Semarang, Idola 92.6 FM – Kerentanan bencana di Indonesia relatif tinggi. Tetapi hal itu tidak diimbangi dengan mitigasi bencana. Upaya pengurangan risiko bencana masih lemah. Akibatnya, korban terus berjatuhan ketika bencana alam melanda. Terkini, banjir bandang disertai longsor melanda sebagian wilayah Provinsi Sulawesi Selatan menelan puluhan korban jiwa dan ribuan warga mengungsi.

Tercatat, Indonesia menjadi negara dengan jumlah korban jiwa akibat bencana alam tertinggi sepanjang tahun 2018. Dari total 10.373 korban jiwa di seluruh dunia, sebanyak lebih dari 4.500 orang di antaranya berasal dari Indonesia. Data ini menunjukkan tingginya kerentanan bencana di Indonesia sekaligus masih lemahnya upaya mitigasi dan pengurangan risiko bencana.

Laporan tersebut dikeluarkan oleh Badan Perserikatan Bangsa-bangsa untuk Pengurangan Risiko Bencana (UNISDR) berdasarkan data dari Centre for Research on the Epidemiology of Disasters (CRED), EM-DAT (International Disaster Database) di Genewa Swiss baru-baru ini.

Bencana Geologi yaitu gempa, tsunami, dan gunung meletus menjadi penyebab utama kematian secara global. Sebanyak 4.417 korban tewas akibat aktivitas geologi ini dari Indonesia, 425 jiwa dari Guatemala dan 145 jiwa dari Papua Nugini.

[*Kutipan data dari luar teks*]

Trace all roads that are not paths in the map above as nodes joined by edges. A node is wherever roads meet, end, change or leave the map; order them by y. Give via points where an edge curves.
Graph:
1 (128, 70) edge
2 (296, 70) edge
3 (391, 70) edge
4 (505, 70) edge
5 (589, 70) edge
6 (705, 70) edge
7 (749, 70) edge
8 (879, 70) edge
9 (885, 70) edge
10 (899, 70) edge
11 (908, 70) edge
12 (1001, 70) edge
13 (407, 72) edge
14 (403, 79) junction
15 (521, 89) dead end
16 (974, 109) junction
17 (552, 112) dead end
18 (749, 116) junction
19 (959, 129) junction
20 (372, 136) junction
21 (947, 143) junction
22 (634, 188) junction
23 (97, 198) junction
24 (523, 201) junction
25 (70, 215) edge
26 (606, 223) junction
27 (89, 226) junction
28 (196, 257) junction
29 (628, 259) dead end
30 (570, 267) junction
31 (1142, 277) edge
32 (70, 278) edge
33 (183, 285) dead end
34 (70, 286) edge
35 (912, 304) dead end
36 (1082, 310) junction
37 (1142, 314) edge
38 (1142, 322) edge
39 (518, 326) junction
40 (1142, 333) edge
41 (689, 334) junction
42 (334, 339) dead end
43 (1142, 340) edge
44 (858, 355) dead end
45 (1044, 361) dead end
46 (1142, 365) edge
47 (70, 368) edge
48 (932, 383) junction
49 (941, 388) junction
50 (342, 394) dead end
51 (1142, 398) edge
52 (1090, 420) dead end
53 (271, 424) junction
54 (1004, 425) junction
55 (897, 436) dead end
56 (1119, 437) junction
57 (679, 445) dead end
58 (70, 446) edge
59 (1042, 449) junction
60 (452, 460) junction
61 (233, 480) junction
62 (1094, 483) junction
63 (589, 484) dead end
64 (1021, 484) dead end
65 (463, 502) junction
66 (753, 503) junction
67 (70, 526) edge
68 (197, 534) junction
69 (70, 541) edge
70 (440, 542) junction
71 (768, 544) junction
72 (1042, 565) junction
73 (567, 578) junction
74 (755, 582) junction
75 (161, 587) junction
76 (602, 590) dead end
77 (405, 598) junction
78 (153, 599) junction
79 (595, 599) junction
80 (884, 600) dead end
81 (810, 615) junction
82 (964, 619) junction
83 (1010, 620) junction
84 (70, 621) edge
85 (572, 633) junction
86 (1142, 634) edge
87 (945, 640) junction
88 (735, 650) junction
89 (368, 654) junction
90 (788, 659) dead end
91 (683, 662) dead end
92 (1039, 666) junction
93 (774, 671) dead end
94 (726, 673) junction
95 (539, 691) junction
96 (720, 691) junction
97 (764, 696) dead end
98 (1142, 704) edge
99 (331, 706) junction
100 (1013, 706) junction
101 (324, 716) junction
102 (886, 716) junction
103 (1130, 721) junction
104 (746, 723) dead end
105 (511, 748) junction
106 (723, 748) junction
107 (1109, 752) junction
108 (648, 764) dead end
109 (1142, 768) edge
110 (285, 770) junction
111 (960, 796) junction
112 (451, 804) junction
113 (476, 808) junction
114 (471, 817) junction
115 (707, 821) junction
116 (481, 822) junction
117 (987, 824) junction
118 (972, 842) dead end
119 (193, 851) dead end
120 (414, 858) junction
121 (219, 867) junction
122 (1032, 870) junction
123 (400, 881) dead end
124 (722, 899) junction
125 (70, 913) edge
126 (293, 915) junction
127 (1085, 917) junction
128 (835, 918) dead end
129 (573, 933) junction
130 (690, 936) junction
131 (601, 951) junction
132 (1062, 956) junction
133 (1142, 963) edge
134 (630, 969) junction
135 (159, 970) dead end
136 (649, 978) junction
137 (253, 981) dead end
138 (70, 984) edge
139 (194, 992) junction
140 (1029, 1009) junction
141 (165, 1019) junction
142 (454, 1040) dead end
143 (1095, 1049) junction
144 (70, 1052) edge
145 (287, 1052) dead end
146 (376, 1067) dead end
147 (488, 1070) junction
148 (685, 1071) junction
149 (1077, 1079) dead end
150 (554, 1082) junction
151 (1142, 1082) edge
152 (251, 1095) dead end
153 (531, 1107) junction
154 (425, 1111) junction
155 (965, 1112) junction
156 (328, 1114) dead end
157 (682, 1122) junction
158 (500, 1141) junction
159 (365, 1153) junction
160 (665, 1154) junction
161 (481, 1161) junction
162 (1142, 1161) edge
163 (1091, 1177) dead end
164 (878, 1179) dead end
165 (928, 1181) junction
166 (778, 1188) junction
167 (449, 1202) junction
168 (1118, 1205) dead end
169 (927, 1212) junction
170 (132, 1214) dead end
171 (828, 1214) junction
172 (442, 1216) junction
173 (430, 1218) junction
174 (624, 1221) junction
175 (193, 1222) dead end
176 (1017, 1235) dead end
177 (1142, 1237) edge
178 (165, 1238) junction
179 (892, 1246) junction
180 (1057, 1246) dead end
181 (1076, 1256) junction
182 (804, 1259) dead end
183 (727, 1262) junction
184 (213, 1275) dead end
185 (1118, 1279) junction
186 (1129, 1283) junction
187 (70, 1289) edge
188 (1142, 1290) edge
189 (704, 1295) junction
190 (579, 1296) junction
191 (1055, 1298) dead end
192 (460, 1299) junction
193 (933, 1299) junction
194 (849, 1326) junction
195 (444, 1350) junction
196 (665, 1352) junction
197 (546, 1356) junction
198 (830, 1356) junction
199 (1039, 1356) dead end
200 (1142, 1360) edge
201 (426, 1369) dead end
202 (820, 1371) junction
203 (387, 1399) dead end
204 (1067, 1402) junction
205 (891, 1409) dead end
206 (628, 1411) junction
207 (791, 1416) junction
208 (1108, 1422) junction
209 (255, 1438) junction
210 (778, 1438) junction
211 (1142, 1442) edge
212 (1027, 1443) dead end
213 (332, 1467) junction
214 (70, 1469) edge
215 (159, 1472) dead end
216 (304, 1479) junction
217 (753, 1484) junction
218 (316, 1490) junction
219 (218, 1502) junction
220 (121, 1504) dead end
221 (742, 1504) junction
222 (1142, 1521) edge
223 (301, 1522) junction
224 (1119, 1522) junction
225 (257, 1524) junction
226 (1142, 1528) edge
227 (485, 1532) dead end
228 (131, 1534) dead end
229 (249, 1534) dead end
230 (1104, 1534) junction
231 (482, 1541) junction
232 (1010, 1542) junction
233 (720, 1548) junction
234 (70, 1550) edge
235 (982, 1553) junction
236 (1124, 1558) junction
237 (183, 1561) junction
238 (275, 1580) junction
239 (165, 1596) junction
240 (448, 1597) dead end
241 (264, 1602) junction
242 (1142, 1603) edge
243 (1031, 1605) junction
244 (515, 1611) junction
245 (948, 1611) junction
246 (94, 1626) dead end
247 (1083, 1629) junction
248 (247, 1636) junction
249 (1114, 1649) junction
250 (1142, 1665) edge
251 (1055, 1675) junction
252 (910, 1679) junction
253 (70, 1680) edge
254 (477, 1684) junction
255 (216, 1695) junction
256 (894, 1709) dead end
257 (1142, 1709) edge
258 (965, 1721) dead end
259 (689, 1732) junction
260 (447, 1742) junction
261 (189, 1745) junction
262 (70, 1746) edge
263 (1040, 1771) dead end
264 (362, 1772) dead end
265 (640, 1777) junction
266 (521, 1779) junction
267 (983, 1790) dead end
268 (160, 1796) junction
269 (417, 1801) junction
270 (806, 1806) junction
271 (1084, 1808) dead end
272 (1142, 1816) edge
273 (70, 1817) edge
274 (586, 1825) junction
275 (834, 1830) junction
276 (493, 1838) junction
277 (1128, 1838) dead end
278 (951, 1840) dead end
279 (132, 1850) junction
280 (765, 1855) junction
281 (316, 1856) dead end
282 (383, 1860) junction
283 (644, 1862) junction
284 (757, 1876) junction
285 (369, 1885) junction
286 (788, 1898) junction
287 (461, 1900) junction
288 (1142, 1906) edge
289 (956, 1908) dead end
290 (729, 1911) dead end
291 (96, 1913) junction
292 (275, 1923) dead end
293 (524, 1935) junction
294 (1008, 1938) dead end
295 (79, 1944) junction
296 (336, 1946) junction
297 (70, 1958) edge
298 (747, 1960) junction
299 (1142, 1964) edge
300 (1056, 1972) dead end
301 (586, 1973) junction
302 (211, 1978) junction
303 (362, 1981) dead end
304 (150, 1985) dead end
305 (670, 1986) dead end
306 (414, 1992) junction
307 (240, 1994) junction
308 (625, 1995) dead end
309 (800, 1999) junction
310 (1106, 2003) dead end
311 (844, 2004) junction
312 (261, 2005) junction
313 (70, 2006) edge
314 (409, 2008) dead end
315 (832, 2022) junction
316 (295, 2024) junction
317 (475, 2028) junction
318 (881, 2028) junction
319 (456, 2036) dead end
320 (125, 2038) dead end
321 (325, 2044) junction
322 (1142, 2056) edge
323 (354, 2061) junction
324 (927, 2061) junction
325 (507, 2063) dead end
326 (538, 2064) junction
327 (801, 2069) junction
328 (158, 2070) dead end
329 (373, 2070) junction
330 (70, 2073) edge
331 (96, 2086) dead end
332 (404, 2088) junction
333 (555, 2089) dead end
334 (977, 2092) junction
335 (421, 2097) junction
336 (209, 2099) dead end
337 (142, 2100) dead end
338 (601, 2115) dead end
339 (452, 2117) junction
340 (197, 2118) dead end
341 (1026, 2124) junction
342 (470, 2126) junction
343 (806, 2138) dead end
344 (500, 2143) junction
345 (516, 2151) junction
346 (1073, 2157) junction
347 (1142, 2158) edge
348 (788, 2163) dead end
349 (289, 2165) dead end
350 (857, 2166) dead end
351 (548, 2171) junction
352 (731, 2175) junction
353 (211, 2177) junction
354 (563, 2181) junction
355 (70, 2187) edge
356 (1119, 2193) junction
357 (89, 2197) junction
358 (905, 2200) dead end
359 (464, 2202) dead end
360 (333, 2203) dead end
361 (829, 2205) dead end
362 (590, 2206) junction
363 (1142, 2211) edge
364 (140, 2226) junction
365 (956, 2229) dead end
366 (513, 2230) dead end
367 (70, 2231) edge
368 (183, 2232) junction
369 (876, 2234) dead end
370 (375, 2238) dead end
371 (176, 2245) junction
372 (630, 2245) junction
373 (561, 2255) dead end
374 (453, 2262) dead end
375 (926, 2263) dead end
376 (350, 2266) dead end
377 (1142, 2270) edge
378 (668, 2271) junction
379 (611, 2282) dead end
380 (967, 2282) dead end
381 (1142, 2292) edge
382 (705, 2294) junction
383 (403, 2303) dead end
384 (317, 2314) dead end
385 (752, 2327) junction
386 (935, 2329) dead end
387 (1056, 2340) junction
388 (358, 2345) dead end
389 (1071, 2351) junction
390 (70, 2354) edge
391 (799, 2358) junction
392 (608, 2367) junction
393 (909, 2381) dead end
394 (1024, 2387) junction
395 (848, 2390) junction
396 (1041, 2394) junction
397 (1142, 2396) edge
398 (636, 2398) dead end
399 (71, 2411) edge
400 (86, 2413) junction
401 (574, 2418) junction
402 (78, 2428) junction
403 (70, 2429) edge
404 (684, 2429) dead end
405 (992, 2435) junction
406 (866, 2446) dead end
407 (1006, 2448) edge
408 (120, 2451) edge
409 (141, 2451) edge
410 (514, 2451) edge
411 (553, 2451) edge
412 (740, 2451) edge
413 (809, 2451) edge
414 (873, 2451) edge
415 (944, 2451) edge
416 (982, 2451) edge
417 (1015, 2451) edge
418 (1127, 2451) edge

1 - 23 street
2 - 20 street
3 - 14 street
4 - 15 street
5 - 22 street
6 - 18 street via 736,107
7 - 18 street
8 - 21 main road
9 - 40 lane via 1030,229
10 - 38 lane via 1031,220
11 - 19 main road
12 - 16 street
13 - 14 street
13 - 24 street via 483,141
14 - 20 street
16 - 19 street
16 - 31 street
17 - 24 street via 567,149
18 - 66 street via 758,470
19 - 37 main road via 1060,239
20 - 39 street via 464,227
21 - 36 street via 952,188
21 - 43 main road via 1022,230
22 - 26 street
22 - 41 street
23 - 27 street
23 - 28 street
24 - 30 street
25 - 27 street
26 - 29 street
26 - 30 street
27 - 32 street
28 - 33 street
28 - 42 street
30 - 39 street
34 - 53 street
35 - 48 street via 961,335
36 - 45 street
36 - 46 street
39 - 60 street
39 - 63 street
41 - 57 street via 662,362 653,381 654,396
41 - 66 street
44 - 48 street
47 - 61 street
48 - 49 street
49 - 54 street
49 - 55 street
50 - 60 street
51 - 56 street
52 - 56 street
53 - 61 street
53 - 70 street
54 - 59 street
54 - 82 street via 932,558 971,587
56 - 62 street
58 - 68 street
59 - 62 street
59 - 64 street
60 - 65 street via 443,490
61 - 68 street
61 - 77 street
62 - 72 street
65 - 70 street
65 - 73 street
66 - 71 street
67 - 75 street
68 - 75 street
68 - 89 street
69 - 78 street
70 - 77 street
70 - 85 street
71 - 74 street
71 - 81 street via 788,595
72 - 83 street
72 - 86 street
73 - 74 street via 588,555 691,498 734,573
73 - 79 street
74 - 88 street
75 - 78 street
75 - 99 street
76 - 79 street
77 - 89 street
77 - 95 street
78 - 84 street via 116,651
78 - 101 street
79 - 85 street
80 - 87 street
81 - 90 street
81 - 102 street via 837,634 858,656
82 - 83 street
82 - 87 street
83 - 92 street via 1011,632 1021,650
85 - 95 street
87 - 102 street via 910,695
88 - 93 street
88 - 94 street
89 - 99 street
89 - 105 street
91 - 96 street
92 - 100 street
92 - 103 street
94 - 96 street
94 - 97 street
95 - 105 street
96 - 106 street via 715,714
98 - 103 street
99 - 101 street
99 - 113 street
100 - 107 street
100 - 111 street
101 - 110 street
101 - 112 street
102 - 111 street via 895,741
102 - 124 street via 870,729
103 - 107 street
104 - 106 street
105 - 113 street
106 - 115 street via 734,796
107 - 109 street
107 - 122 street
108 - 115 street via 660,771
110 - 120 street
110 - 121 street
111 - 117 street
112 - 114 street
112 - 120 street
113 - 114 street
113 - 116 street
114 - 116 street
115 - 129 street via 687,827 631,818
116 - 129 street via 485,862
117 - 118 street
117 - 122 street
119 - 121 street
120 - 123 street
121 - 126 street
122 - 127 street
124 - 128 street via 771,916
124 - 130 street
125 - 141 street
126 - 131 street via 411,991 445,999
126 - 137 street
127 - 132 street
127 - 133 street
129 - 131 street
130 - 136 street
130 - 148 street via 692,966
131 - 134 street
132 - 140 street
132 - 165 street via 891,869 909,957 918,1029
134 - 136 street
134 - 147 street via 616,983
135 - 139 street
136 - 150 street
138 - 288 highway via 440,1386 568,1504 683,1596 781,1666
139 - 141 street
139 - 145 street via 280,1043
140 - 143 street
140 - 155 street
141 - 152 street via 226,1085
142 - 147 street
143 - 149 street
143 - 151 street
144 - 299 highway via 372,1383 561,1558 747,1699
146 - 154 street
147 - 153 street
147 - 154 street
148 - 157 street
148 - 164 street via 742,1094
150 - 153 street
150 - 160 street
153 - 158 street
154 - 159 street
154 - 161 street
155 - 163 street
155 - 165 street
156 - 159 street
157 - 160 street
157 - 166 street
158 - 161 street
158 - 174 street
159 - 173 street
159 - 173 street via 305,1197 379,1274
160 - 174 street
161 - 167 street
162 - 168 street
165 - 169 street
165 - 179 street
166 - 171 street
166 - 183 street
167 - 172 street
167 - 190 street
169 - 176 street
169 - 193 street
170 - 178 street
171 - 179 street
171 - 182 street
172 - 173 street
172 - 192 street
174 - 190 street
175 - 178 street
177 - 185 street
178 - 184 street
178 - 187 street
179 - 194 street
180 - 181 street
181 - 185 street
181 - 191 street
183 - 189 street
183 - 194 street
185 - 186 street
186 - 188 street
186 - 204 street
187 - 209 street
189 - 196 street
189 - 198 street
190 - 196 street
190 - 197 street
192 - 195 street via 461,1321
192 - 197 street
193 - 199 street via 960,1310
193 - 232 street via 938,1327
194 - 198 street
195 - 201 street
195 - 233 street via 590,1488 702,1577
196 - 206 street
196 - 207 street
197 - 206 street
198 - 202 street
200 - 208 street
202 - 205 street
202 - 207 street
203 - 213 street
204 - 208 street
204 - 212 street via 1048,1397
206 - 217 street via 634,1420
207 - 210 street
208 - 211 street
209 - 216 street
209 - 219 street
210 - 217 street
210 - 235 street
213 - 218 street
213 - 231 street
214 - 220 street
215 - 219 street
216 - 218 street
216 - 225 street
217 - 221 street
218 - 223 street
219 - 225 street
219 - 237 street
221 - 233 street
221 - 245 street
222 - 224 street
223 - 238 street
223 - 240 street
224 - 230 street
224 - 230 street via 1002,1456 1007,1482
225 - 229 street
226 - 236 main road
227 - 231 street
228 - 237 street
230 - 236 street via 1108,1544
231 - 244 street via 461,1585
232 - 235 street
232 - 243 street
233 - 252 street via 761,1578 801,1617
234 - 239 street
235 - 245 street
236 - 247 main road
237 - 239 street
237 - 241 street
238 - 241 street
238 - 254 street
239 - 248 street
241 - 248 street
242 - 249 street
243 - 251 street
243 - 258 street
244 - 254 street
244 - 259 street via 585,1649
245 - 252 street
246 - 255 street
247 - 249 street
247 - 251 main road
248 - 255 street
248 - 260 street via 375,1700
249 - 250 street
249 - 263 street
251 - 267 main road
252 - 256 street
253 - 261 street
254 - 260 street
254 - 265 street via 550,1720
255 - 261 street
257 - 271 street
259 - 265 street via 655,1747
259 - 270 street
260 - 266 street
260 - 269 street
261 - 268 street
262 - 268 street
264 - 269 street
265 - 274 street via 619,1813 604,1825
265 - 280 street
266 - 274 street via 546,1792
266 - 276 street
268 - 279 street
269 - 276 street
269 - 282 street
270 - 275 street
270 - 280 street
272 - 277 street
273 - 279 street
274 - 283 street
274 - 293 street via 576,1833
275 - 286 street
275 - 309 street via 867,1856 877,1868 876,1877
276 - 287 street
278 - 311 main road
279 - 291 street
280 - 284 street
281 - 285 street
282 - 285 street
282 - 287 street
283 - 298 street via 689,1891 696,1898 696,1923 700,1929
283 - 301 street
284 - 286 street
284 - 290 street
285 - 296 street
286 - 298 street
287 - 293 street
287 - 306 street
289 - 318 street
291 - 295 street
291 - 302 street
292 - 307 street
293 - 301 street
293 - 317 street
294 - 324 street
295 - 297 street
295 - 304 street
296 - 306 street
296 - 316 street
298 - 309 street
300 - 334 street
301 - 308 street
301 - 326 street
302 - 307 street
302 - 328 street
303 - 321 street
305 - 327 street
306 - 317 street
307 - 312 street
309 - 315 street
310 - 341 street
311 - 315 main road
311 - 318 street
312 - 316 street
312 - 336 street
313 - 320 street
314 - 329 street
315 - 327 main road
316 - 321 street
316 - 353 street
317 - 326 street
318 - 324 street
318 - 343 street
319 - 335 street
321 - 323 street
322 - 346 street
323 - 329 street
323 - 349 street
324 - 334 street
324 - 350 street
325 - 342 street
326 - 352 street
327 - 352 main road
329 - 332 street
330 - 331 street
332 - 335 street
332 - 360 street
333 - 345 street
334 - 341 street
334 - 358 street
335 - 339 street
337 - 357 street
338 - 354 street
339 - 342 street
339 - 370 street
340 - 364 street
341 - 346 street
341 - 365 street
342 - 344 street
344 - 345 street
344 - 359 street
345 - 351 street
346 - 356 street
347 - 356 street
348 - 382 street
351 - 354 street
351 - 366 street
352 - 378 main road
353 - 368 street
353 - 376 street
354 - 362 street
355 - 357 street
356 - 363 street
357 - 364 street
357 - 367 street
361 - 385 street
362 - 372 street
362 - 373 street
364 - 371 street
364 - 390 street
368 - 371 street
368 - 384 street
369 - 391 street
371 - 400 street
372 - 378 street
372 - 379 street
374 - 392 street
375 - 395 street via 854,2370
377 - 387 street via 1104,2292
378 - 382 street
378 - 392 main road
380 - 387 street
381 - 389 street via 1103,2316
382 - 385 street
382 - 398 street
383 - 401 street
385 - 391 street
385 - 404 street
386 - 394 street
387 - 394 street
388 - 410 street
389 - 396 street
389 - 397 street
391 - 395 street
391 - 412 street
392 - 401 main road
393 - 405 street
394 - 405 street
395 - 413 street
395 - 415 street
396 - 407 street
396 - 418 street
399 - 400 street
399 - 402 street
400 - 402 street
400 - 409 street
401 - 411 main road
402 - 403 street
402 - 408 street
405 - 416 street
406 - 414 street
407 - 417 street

Di tengah posisi kerentanan bencana di Indonesia yang relatif tinggi—tentunya kita tak berharap setiap bencana yang terjadi selalu menimbulkan korban jiwa. Lantas, bagaimana mestinya upaya mitigasi dan pengurangan risiko bencana? Apa sesungguhnya faktor yang membuat budaya sadar bencana sebagian masyarakat kita masih rendah? Bagaimana memperbaiki situasi ini? Hal itu yang akan kita diskusikan pagi ini.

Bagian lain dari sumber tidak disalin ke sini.